The lagging on the store was the rockwool (or similar) jacket it came pre-fitted with, about 2" of glass fibre tucked between it and the two walls, and about 3" of glass fibre in the doors I made for the enclosure. So not "amazingly large" quantities of insulation. But it did eliminate the boiler running all the time when heating called for, short cycling all the time as it's lowest power output was something like 5 times the max heating load of the flat (about 2kW during said cold spell, measured in the same "run it off the immersion and watch the meter" manner).

Definitely a case of YMMV
Obviously, having an essentially uncontrolled boiler overheating the DHW cylinder is almost certainly going to involve higher standing losses.

 

[ericmark]

When I open airing cupboard door the heat does not hit me, so although intend to fit more insulation, the standard insulation is clearly doing a reasonable job, but time from turning on tap to getting hot water is not that fast, so in the main end up washing hands in cold water as it simply has not reached tap by time I have finished. so may be I should not bother heating the water to start with? With the dish washer using cold, and washing machine uses cold, I think in spite of oil being cheaper than electric, a under sink water heater is likely going to save money, but that's £70 plus loss of cupboard space. So likely I will do nothing.

 

[JohnW2]

Clearly a very much YMMV area !

Up to a point - but if one's mileage appears to be varying unexpectedly, that's presumably due to a lack of understanding either of the laws of physics and/or of the (many) factors which need be taken into consideration.

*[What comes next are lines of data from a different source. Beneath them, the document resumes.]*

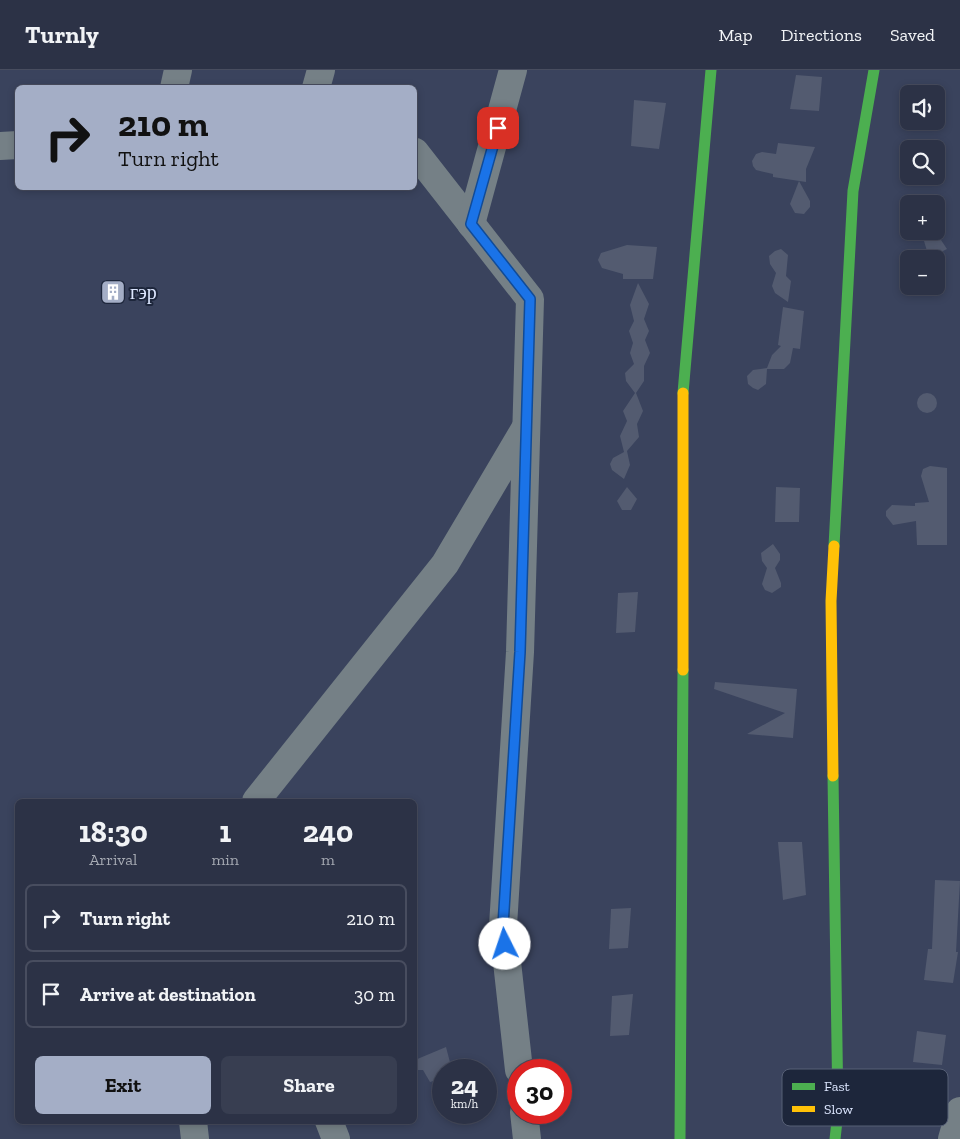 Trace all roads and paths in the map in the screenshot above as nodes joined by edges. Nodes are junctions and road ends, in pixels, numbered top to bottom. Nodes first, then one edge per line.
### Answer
1 (178, 70) edge
2 (321, 70) edge
3 (513, 70) edge
4 (711, 70) edge
5 (874, 70) edge
6 (175, 85) edge
7 (317, 85) edge
8 (0, 146) edge
9 (15, 146) edge
10 (417, 155) edge
11 (471, 224) junction
12 (526, 426) junction
13 (258, 799) edge
14 (518, 1059) edge
15 (837, 1069) edge
16 (960, 1112) edge
17 (193, 1124) edge
18 (330, 1124) edge
19 (525, 1124) edge
20 (836, 1126) edge
21 (195, 1139) edge
22 (336, 1139) edge
23 (527, 1139) edge
24 (680, 1139) edge
25 (835, 1139) edge
26 (952, 1139) edge

1 - 6 street
2 - 7 street
3 - 11 street
4 - 24 street
5 - 15 street
8 - 9 street
10 - 11 street
11 - 12 street
12 - 13 street
12 - 14 street
16 - 26 street
17 - 21 street
18 - 22 street
19 - 23 street
20 - 25 street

... Test method was to shut down the boiler, turn off the valves to prevent thermo-syphoning round the heating, turn on the immersion heater and leave for a day. Read the lecky meter, leave for a couple of days, read the meter again, do energy/time to arrive at .... 80W, which is under 2kWHr/day.

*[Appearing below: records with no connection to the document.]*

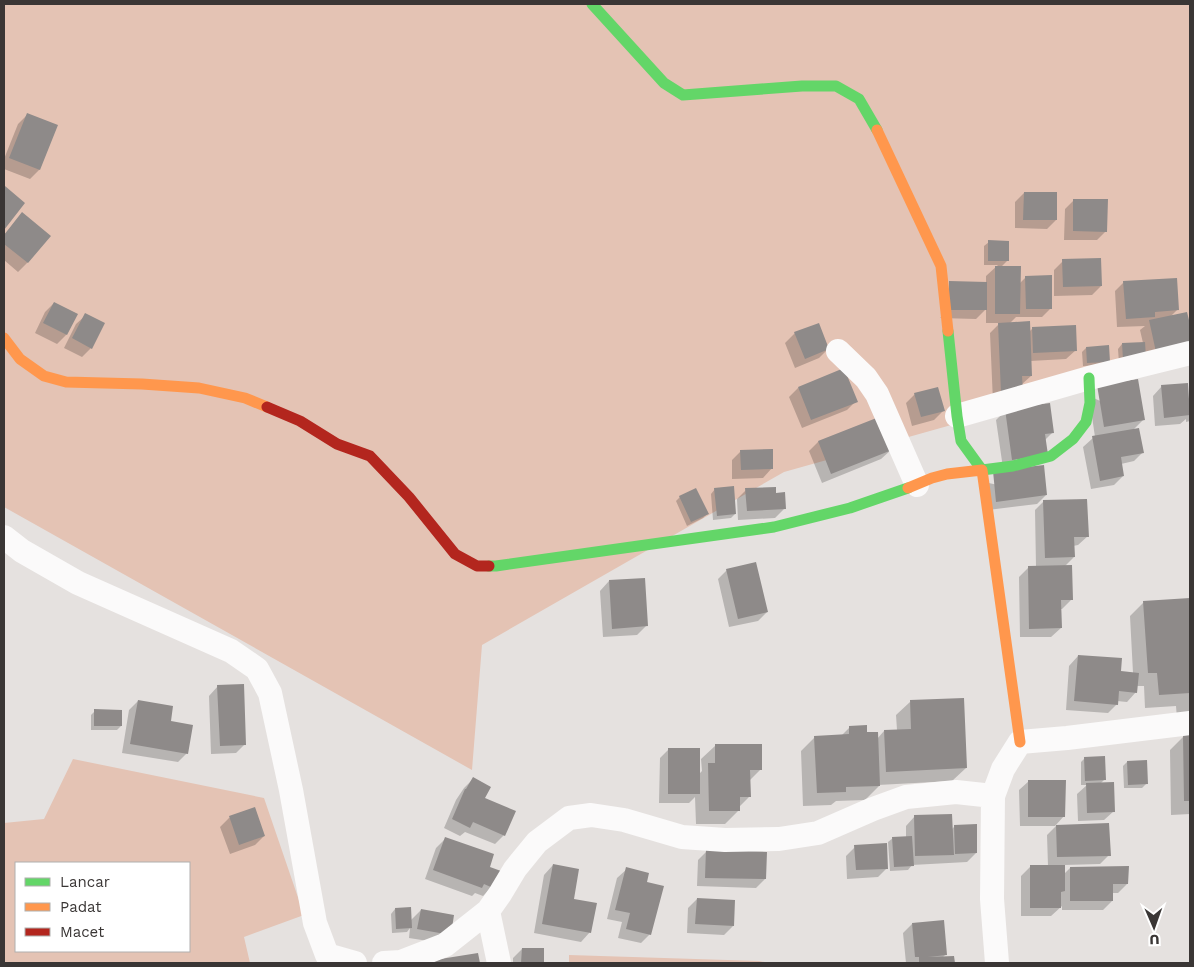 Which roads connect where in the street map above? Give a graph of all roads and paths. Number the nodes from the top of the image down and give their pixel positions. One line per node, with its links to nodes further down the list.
1 (592, 4): 6 (street)
2 (4, 338): 8 (street)
3 (838, 351): 8 (street)
4 (1190, 353): 5 (street)
5 (1089, 378): 6 (street); 7 (street)
6 (957, 416): 7 (street)
7 (982, 470): 8 (street); 11 (street)
8 (917, 485)
9 (4, 537): 14 (street)
10 (1190, 723): 11 (street)
11 (1020, 742): 12 (street)
12 (992, 796): 13 (street); 17 (street)
13 (488, 911): 15 (street); 16 (street)
14 (355, 963)
15 (384, 963)
16 (499, 963)
17 (997, 963) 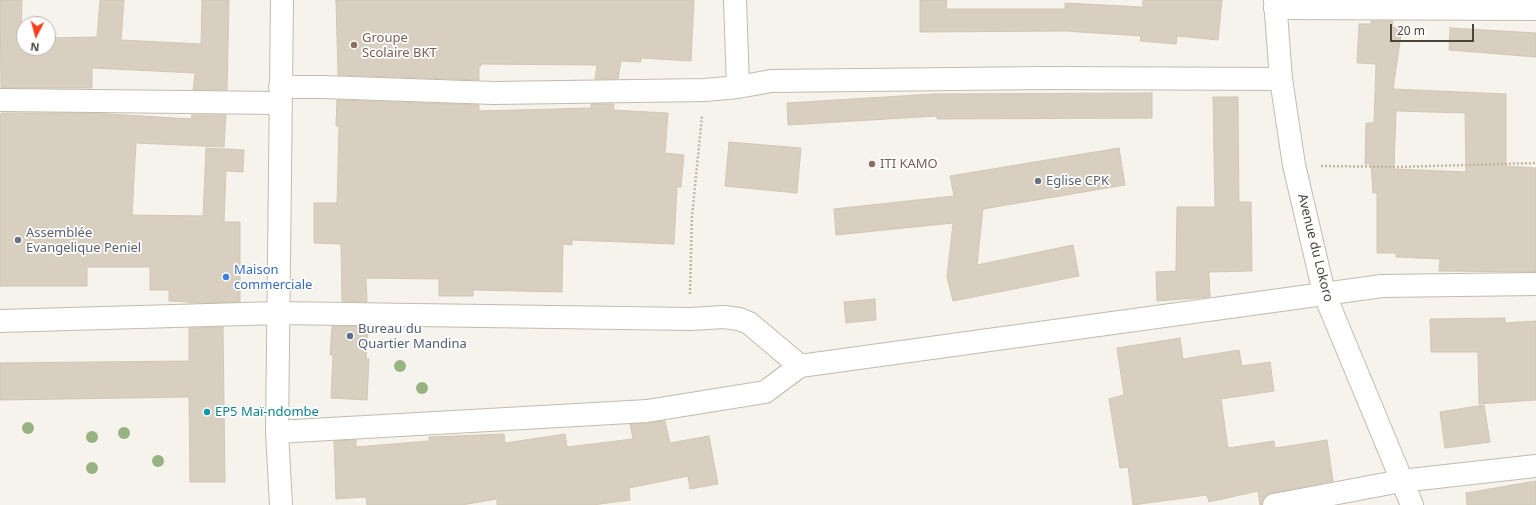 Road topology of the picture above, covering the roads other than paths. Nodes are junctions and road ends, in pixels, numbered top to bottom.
1 (282, 0) edge
2 (735, 0) edge
3 (1275, 4) edge
4 (1536, 8) edge
5 (1281, 79) junction
6 (738, 87) junction
7 (280, 95) junction
8 (0, 100) edge
9 (1536, 284) edge
10 (1324, 293) junction
11 (278, 313) junction
12 (0, 321) edge
13 (800, 366) junction
14 (277, 432) junction
15 (1536, 466) edge
16 (1401, 481) junction
17 (281, 505) edge
18 (1274, 505) edge
19 (1412, 505) edge

1 - 7 street
2 - 6 street
3 - 4 street
3 - 5 street, Avenue du Lokoro
5 - 6 street
5 - 10 street, Avenue du Lokoro
6 - 7 street
7 - 8 street
7 - 11 street
9 - 10 street
10 - 13 street
10 - 16 street, Avenue du Lokoro
11 - 12 street
11 - 13 street
11 - 14 street
13 - 14 street
14 - 17 street
15 - 16 street
16 - 18 street
16 - 19 street, Avenue du Lokoro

That's not far off the figure I mentioned for the lowest per-day 'heat loss' figures I see in my records (which presumably relate to days on which there is little/no hot water usage).

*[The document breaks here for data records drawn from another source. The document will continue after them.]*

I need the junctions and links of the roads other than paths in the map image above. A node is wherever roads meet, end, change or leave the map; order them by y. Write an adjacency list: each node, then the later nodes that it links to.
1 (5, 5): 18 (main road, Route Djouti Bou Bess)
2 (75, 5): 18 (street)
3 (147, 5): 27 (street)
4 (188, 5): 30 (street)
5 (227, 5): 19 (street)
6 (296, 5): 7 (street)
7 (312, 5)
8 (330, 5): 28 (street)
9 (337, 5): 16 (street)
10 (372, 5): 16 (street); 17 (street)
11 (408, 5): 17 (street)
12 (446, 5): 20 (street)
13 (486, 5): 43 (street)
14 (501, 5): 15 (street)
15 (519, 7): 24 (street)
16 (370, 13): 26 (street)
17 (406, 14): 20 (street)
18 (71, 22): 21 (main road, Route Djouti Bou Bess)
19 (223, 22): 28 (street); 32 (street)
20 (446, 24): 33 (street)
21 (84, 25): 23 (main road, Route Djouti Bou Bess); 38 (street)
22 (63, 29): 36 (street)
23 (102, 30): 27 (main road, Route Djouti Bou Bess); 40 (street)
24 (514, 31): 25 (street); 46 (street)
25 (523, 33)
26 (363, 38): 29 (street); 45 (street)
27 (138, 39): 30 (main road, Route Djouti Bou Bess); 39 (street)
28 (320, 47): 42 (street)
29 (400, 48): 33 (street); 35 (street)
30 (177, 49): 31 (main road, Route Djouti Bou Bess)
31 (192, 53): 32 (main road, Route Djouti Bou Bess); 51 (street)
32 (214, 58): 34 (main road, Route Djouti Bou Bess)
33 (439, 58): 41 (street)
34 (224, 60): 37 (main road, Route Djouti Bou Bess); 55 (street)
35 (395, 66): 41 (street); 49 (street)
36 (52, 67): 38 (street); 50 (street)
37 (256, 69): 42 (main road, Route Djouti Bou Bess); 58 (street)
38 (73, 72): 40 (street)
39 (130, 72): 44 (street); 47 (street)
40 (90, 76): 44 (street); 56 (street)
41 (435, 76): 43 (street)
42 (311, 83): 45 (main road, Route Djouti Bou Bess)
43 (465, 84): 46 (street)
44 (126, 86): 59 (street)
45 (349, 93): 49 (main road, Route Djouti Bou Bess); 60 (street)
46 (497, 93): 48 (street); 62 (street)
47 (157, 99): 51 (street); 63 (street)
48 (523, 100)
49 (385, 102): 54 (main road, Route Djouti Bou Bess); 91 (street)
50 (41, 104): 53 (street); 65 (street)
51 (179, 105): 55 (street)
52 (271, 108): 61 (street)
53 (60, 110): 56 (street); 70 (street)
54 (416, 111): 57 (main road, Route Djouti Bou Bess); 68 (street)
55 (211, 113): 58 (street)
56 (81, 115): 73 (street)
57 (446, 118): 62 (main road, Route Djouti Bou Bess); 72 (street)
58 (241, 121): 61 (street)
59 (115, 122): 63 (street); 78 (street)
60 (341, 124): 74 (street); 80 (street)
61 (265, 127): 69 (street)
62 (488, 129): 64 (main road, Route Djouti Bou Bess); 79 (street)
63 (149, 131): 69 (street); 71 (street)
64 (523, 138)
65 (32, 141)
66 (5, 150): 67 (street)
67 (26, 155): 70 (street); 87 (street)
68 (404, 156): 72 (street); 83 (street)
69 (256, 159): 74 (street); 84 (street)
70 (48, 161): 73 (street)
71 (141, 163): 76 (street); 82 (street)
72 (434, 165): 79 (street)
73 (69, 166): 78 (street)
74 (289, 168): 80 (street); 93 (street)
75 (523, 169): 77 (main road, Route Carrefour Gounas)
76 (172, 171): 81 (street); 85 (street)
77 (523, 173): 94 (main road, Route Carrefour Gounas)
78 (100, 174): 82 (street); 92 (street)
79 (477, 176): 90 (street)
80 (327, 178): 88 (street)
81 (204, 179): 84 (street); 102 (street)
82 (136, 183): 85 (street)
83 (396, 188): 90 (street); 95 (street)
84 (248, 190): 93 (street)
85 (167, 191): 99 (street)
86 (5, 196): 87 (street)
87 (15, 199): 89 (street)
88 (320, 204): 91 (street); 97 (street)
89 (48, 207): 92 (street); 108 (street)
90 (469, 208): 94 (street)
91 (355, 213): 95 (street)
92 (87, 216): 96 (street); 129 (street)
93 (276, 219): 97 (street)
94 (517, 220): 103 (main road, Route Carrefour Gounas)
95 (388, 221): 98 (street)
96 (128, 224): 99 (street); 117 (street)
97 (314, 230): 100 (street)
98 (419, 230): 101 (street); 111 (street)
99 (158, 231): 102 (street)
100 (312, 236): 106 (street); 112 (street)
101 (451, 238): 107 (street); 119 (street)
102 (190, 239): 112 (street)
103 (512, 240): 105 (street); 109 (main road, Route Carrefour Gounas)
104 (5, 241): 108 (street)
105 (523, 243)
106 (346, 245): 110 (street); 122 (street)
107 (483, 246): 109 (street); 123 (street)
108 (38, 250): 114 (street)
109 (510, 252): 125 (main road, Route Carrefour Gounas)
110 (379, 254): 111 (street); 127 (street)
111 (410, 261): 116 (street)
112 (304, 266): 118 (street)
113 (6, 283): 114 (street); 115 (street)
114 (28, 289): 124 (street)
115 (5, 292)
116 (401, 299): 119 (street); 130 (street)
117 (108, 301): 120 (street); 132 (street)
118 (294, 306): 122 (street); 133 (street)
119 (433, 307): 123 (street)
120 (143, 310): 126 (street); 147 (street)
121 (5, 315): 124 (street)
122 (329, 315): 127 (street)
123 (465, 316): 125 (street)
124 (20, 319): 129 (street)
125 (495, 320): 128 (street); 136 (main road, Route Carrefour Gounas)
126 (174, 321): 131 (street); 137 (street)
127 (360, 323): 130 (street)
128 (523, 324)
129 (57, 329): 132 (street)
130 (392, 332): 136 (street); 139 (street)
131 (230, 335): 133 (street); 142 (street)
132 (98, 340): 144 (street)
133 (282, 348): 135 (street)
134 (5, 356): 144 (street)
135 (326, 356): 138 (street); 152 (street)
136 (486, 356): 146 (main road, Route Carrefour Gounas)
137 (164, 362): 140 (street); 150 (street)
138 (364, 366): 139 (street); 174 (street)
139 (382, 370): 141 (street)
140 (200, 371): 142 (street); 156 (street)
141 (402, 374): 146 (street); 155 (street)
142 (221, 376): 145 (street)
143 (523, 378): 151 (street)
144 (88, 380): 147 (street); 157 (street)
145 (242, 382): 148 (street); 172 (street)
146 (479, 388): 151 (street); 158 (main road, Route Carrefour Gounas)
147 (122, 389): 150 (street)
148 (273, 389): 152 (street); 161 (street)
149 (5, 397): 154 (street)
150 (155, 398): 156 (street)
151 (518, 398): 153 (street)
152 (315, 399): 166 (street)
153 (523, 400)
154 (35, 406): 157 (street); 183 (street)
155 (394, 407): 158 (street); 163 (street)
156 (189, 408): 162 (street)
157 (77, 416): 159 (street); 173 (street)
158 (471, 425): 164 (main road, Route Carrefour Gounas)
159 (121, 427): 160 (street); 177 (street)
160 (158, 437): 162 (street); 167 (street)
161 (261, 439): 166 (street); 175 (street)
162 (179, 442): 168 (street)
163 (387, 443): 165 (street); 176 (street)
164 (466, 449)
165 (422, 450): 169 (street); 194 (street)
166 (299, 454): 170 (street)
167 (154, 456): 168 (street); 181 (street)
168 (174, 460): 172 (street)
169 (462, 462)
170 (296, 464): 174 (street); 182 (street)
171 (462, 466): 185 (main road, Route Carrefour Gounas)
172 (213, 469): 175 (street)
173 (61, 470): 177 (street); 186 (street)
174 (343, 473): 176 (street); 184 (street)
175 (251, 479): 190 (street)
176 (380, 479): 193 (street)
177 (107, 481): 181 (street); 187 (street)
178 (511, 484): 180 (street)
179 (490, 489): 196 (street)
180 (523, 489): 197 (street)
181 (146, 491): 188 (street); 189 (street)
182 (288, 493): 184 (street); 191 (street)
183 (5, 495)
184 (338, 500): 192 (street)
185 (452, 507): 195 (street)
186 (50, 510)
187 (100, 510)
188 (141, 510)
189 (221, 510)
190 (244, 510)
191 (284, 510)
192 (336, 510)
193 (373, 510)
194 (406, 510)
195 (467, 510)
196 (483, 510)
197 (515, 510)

The lagging on the store was the rockwool (or similar) jacket it came pre-fitted with, about 2" of glass fibre tucked between it and the two walls, and about 3" of glass fibre in the doors I made for the enclosure. So not "amazingly large" quantities of insulation.

Indeed. That's obviously 'peanuts' in comparison with the amount of insulation I now have.

Certainly during the 7-hour cheap E7 period during which my immersion is powered, after the initial period of heating, the thermostat only has to fire it up very occasionally, and for very brief periods, to keep it 'up to temp' ....

Kind Regards, John

 

[JohnW2]

With the dish washer using cold, and washing machine uses cold, I think in spite of oil being cheaper than electric, a under sink water heater is likely going to save money, but that's £70 plus loss of cupboard space.

I may be wrong, but I think you'll find that unless (unusually), they are shower-sized in terms of their power (- i.e. ≥7.5 kW, with all the supply and wiring issues that could invoke), most 'under-sink water heaters' are not actually "instant ('as required') heaters" but, rather maintain a reservoir of hot water below the sink - with all the heat and energy losses that entails.

Kind Regards, John

 

[ericmark]

I may be wrong, but I think you'll find that unless (unusually), they are shower-sized in terms of their power (- i.e. ≥7.5 kW, with all the supply and wiring issues that could invoke), most 'under-sink water heaters' are not actually "instant ('as required') heaters" but, rather maintain a reservoir of hot water below the sink - with all the heat and energy losses that entails.

Kind Regards, John

Yes fitted one in an old caravan, the loses were very small due to having so much insulation, had a 1 kW heater, and held 7 litres of water, never seemed to run out of hot water, and no waiting, but only supplied one sink. Special tap when in a house, it turned on cold supply to it which forced hot water out.